LA CABEZA Y LOS PIES

PABLO GONZÁLEZ MARIÑAS

OPINIÓN

El veterano CEU acaba de convocar plazas de profesorado. Numerosas, pero más que su cantidad, importa su especialidad. Un elevado porcentaje corresponde a las áreas de conocimiento de Psicología y Podología. Y, dentro de ellas, todas las subespecialidades, desde psicología fisiológica o terapia familiar hasta podología laboral o preventiva. Como no es cosa de pensar en el capricho de los programadores universitarios, habrá que concluir que, si se crean tales plazas, es porque la sociedad demanda buenos profesionales en estas cuestiones. Esto es tanto como decir que a nuestra sociedad, ya bastante bien comida, le preocupan ahora, estómago aparte, sus pies y su cabeza. Y quiere que el asunto quede en manos de especialistas.
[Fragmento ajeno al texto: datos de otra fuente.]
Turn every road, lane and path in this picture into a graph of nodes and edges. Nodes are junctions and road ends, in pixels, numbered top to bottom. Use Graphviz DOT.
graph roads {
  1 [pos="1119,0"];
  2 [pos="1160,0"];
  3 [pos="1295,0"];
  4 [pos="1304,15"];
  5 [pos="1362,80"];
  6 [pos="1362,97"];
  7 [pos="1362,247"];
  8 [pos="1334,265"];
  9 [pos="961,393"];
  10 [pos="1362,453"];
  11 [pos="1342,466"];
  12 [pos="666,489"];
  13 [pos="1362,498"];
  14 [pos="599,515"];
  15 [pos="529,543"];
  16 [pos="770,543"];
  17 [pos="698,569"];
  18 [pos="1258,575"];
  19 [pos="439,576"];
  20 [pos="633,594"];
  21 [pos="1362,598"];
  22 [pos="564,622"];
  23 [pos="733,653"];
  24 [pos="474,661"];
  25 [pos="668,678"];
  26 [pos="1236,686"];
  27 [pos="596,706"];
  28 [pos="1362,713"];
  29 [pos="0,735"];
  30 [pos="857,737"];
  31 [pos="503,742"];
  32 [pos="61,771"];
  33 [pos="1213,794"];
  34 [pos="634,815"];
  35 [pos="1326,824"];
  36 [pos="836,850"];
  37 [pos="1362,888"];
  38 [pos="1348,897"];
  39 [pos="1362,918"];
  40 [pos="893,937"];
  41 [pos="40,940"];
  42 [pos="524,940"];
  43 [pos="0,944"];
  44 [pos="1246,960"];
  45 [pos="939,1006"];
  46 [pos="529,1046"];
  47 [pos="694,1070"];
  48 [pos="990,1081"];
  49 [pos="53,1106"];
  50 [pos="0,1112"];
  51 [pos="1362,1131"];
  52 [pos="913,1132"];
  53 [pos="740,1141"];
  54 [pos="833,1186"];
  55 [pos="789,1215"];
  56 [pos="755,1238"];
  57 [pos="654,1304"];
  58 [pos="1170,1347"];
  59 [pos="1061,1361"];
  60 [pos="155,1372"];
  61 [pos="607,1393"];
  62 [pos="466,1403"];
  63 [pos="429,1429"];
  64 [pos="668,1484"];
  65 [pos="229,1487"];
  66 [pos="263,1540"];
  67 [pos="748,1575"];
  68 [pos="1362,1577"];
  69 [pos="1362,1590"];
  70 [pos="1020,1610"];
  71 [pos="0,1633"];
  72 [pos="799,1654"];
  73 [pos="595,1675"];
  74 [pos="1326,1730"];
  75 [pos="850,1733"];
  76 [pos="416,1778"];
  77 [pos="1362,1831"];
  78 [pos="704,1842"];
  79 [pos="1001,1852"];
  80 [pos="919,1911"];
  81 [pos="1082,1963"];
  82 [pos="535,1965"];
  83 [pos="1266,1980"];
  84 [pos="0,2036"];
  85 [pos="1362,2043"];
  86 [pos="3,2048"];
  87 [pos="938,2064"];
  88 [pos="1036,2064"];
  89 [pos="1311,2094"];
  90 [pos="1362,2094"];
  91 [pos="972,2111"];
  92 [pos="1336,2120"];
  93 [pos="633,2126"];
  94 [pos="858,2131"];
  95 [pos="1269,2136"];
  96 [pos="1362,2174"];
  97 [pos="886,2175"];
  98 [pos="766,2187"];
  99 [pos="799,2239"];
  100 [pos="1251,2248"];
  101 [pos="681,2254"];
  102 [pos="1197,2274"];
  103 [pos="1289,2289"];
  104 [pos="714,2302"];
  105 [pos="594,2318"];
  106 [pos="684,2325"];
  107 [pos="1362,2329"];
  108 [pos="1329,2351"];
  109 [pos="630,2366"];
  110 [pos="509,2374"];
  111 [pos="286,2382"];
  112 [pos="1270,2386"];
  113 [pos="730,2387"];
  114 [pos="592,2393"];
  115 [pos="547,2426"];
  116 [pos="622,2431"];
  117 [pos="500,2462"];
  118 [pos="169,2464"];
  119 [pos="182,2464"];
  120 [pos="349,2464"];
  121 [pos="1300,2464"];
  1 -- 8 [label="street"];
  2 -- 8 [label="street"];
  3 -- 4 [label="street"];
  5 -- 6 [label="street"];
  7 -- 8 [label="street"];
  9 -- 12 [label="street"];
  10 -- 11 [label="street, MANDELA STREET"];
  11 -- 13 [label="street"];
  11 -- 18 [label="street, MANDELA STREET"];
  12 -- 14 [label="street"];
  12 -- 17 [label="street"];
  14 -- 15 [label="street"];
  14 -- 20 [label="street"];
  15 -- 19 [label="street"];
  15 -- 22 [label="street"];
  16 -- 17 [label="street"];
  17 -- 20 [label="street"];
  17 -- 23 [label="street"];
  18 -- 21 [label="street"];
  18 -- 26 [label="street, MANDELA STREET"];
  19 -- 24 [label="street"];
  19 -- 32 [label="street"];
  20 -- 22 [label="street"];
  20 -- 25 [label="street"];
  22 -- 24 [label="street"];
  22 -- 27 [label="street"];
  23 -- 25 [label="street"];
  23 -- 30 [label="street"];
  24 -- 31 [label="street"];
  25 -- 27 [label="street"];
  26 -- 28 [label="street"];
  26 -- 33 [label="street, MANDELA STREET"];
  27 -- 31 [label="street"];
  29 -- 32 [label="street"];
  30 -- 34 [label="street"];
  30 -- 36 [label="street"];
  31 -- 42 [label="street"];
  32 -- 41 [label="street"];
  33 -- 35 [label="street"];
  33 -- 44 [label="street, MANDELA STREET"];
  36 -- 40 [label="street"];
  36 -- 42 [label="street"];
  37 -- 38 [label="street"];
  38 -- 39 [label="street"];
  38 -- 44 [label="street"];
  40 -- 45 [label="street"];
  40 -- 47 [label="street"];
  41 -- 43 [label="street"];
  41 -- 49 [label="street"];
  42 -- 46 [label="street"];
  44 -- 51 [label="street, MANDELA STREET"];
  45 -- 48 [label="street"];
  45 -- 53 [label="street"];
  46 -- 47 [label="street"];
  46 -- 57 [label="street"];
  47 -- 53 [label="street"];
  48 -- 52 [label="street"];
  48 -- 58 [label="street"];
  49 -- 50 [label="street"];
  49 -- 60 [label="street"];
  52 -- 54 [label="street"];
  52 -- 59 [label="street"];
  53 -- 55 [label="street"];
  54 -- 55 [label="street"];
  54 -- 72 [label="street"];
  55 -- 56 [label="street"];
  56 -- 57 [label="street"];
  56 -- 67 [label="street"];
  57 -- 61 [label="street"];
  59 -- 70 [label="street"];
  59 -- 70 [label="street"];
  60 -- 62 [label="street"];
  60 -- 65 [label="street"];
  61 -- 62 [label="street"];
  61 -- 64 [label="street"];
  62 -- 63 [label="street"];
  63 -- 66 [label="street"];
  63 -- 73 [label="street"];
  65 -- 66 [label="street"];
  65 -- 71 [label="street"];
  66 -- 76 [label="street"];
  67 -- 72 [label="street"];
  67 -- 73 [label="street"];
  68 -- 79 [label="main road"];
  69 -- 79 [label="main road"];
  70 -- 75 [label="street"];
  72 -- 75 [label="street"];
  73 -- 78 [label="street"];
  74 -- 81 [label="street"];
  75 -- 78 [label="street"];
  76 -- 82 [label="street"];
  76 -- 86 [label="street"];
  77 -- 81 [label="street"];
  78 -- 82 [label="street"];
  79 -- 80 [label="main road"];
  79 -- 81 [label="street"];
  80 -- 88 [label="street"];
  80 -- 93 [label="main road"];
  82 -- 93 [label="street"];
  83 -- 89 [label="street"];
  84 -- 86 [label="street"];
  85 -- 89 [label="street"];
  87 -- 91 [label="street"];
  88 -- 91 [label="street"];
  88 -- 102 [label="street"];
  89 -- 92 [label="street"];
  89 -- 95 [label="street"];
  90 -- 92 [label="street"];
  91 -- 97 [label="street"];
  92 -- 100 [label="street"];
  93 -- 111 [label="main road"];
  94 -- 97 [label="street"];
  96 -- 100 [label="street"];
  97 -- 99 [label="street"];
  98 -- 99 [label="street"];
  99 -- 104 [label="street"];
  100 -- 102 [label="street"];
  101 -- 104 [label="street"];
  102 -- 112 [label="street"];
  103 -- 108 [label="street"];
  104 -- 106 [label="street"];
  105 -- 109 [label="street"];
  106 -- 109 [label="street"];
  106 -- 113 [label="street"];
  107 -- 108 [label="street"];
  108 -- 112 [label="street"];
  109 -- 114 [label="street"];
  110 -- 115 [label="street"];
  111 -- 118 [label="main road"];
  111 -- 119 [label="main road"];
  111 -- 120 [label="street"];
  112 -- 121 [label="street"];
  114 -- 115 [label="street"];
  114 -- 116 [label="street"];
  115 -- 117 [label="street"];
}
Lejos pues aquel viejo dicho gallego denotativo de buena salud, espontánea y sin médicos: a cabeza fría, os pes quentes e o cú corrente... Claro que entonces no se contaba con las ayudas de la Psicoterapia o de clínicas podológicas integradas. Pero la ciencia y la comodidad avanzan que es una barbaridad. No nos asustemos si pronto se demandan profesores de psicología podológica, o de podología psicológica.